## The task
Could you retype the entries below exactly, omitting every picture?

--

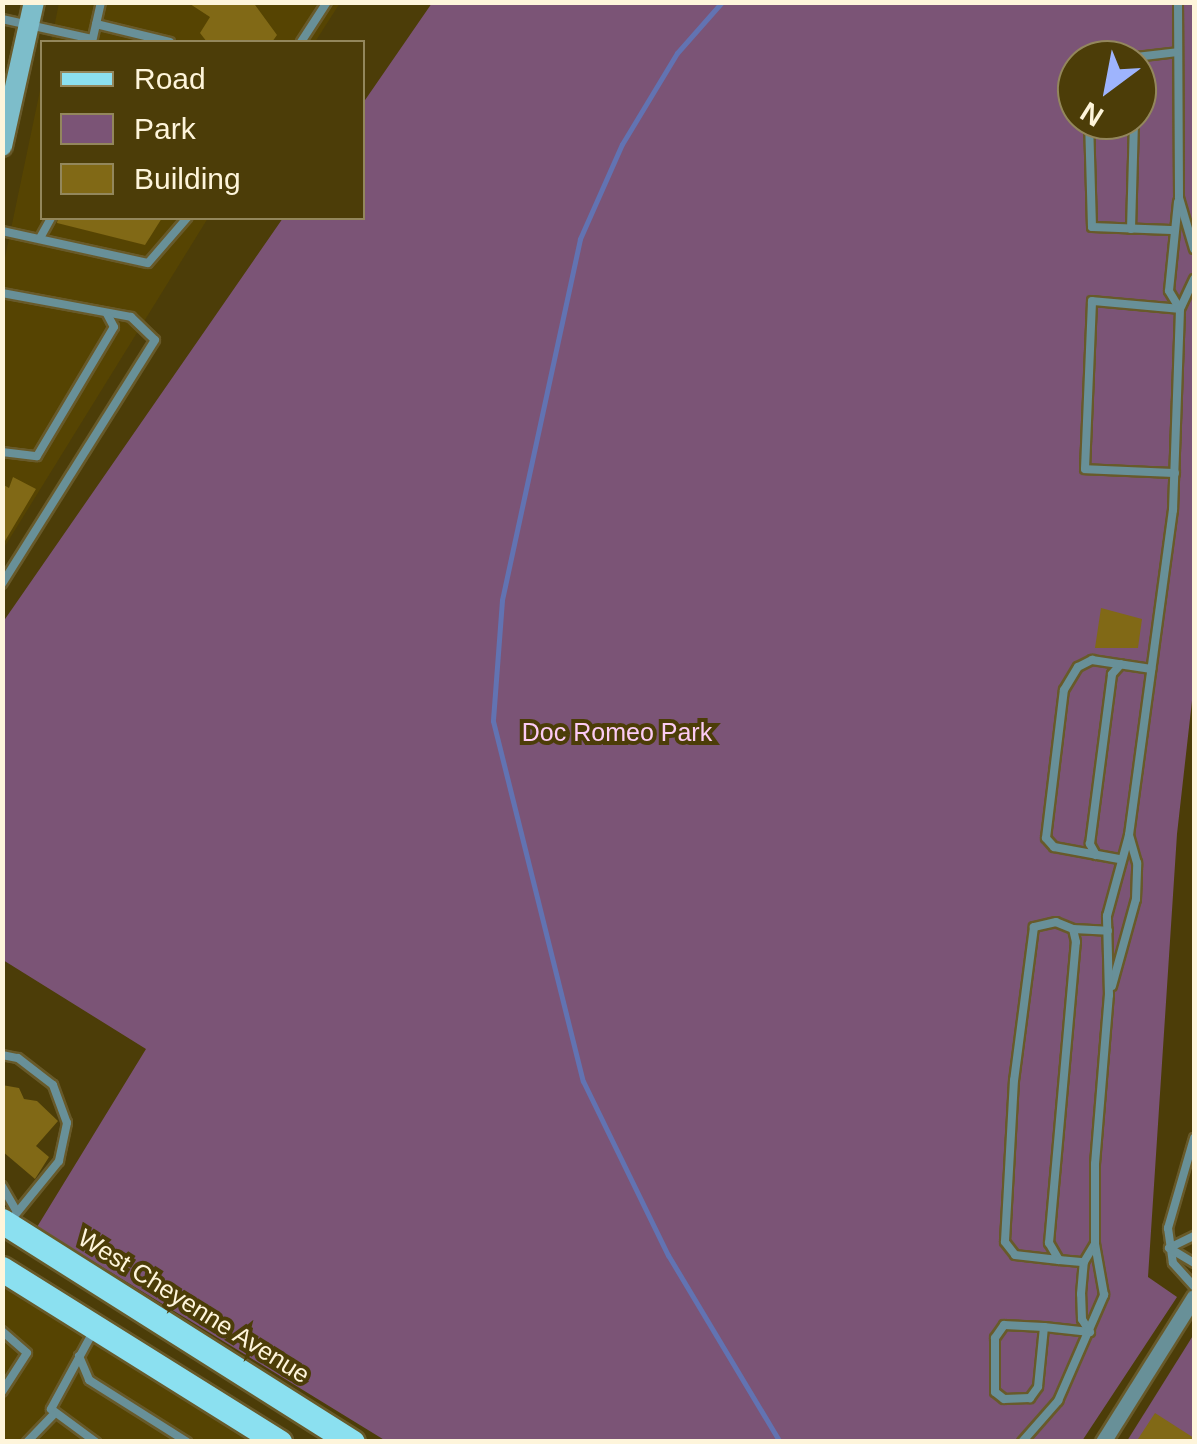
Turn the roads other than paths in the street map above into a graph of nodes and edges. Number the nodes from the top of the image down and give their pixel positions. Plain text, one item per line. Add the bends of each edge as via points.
1 (34, 2) edge
2 (100, 2) edge
3 (327, 2) edge
4 (1178, 2) edge
5 (2, 19) edge
6 (29, 24) junction
7 (96, 24) junction
8 (88, 40) edge
9 (92, 40) edge
10 (162, 40) edge
11 (302, 40) edge
12 (1178, 52) junction
13 (1157, 55) edge
14 (1090, 140) edge
15 (1134, 140) edge
16 (2, 146) edge
17 (1179, 198) junction
18 (51, 220) edge
19 (185, 220) edge
20 (1132, 229) junction
21 (1171, 230) junction
22 (2, 232) edge
23 (38, 239) junction
24 (1194, 248) edge
25 (1194, 279) edge
26 (2, 292) edge
27 (1180, 310) junction
28 (106, 312) junction
29 (2, 452) edge
30 (1175, 473) junction
31 (2, 584) edge
32 (1121, 664) junction
33 (1151, 669) junction
34 (1129, 835) junction
35 (1096, 855) junction
36 (1119, 859) junction
37 (1073, 929) junction
38 (1108, 932) junction
39 (1109, 995) junction
40 (2, 1055) edge
41 (1194, 1138) edge
42 (2, 1186) edge
43 (7, 1222) edge
44 (1194, 1236) edge
45 (1095, 1244) junction
46 (1168, 1248) junction
47 (1058, 1260) junction
48 (1084, 1262) junction
49 (1194, 1263) edge
50 (2, 1269) edge
51 (1194, 1286) edge
52 (1194, 1298) edge
53 (1044, 1327) junction
54 (96, 1328) junction
55 (2, 1331) edge
56 (1090, 1332) junction
57 (78, 1356) junction
58 (2, 1392) edge
59 (281, 1395) junction
60 (52, 1415) junction
61 (264, 1438) edge
62 (27, 1442) edge
63 (96, 1442) edge
64 (187, 1442) edge
65 (352, 1442) edge
66 (1022, 1442) edge
67 (1104, 1442) edge

1 - 6 main road
2 - 7 lane
3 - 11 lane
4 - 12 lane
5 - 6 lane
6 - 8 lane
6 - 16 main road
7 - 9 lane
7 - 10 lane
12 - 13 lane
12 - 17 lane
14 - 20 lane via 1092,227
15 - 20 lane
17 - 21 lane
17 - 24 lane
18 - 23 lane via 47,236
19 - 23 lane via 148,263
20 - 21 lane
21 - 27 lane via 1170,291
22 - 23 lane
25 - 27 lane
26 - 28 lane
27 - 30 lane
27 - 30 lane via 1092,302 1085,469
28 - 29 lane via 114,327 37,456
28 - 31 lane via 131,316 154,333 154,346
30 - 33 lane
32 - 33 lane
32 - 35 lane via 1112,674 1090,844
32 - 35 lane via 1092,660 1070,677 1043,828 1054,847
33 - 34 lane
34 - 36 lane
34 - 39 lane via 1138,863 1136,898
35 - 36 lane
36 - 38 lane
37 - 38 lane
37 - 47 lane via 1049,1243
37 - 47 lane via 1056,922 1034,928 1014,1080 1005,1242 1014,1255
38 - 39 lane
39 - 45 lane via 1096,1135
40 - 43 lane via 18,1058 53,1085 67,1123 59,1161
41 - 46 lane
42 - 43 lane
43 - 59 main road, West Cheyenne Avenue
44 - 46 lane
45 - 48 lane
45 - 56 lane via 1104,1295
46 - 49 lane
46 - 51 lane
47 - 48 lane
48 - 56 lane via 1082,1318
50 - 54 main road
52 - 67 street
53 - 53 lane via 1004,1325 998,1332 995,1392 1004,1399 1030,1398 1038,1387
53 - 56 lane
54 - 57 lane
54 - 61 main road
55 - 58 lane via 27,1354
56 - 66 lane via 1058,1400
57 - 60 lane via 52,1401
57 - 64 lane via 89,1380
59 - 61 main road
59 - 65 main road, West Cheyenne Avenue
60 - 62 lane
60 - 63 lane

--

## Response below
Turn the roads other than paths in the street map above into a graph of nodes and edges. Number the nodes from the top of the image down and give their pixel positions. Plain text, one item per line. Add the bends of each edge as via points.
1 (34, 2) edge
2 (100, 2) edge
3 (327, 2) edge
4 (1178, 2) edge
5 (2, 19) edge
6 (29, 24) junction
7 (96, 24) junction
8 (88, 40) edge
9 (92, 40) edge
10 (162, 40) edge
11 (302, 40) edge
12 (1178, 52) junction
13 (1157, 55) edge
14 (1090, 140) edge
15 (1134, 140) edge
16 (2, 146) edge
17 (1179, 198) junction
18 (51, 220) edge
19 (185, 220) edge
20 (1132, 229) junction
21 (1171, 230) junction
22 (2, 232) edge
23 (38, 239) junction
24 (1194, 248) edge
25 (1194, 279) edge
26 (2, 292) edge
27 (1180, 310) junction
28 (106, 312) junction
29 (2, 452) edge
30 (1175, 473) junction
31 (2, 584) edge
32 (1121, 664) junction
33 (1151, 669) junction
34 (1129, 835) junction
35 (1096, 855) junction
36 (1119, 859) junction
37 (1073, 929) junction
38 (1108, 932) junction
39 (1109, 995) junction
40 (2, 1055) edge
41 (1194, 1138) edge
42 (2, 1186) edge
43 (7, 1222) edge
44 (1194, 1236) edge
45 (1095, 1244) junction
46 (1168, 1248) junction
47 (1058, 1260) junction
48 (1084, 1262) junction
49 (1194, 1263) edge
50 (2, 1269) edge
51 (1194, 1286) edge
52 (1194, 1298) edge
53 (1044, 1327) junction
54 (96, 1328) junction
55 (2, 1331) edge
56 (1090, 1332) junction
57 (78, 1356) junction
58 (2, 1392) edge
59 (281, 1395) junction
60 (52, 1415) junction
61 (264, 1438) edge
62 (27, 1442) edge
63 (96, 1442) edge
64 (187, 1442) edge
65 (352, 1442) edge
66 (1022, 1442) edge
67 (1104, 1442) edge

1 - 6 main road
2 - 7 lane
3 - 11 lane
4 - 12 lane
5 - 6 lane
6 - 8 lane
6 - 16 main road
7 - 9 lane
7 - 10 lane
12 - 13 lane
12 - 17 lane
14 - 20 lane via 1092,227
15 - 20 lane
17 - 21 lane
17 - 24 lane
18 - 23 lane via 47,236
19 - 23 lane via 148,263
20 - 21 lane
21 - 27 lane via 1170,291
22 - 23 lane
25 - 27 lane
26 - 28 lane
27 - 30 lane
27 - 30 lane via 1092,302 1085,469
28 - 29 lane via 114,327 37,456
28 - 31 lane via 131,316 154,333 154,346
30 - 33 lane
32 - 33 lane
32 - 35 lane via 1112,674 1090,844
32 - 35 lane via 1092,660 1070,677 1043,828 1054,847
33 - 34 lane
34 - 36 lane
34 - 39 lane via 1138,863 1136,898
35 - 36 lane
36 - 38 lane
37 - 38 lane
37 - 47 lane via 1049,1243
37 - 47 lane via 1056,922 1034,928 1014,1080 1005,1242 1014,1255
38 - 39 lane
39 - 45 lane via 1096,1135
40 - 43 lane via 18,1058 53,1085 67,1123 59,1161
41 - 46 lane
42 - 43 lane
43 - 59 main road, West Cheyenne Avenue
44 - 46 lane
45 - 48 lane
45 - 56 lane via 1104,1295
46 - 49 lane
46 - 51 lane
47 - 48 lane
48 - 56 lane via 1082,1318
50 - 54 main road
52 - 67 street
53 - 53 lane via 1004,1325 998,1332 995,1392 1004,1399 1030,1398 1038,1387
53 - 56 lane
54 - 57 lane
54 - 61 main road
55 - 58 lane via 27,1354
56 - 66 lane via 1058,1400
57 - 60 lane via 52,1401
57 - 64 lane via 89,1380
59 - 61 main road
59 - 65 main road, West Cheyenne Avenue
60 - 62 lane
60 - 63 lane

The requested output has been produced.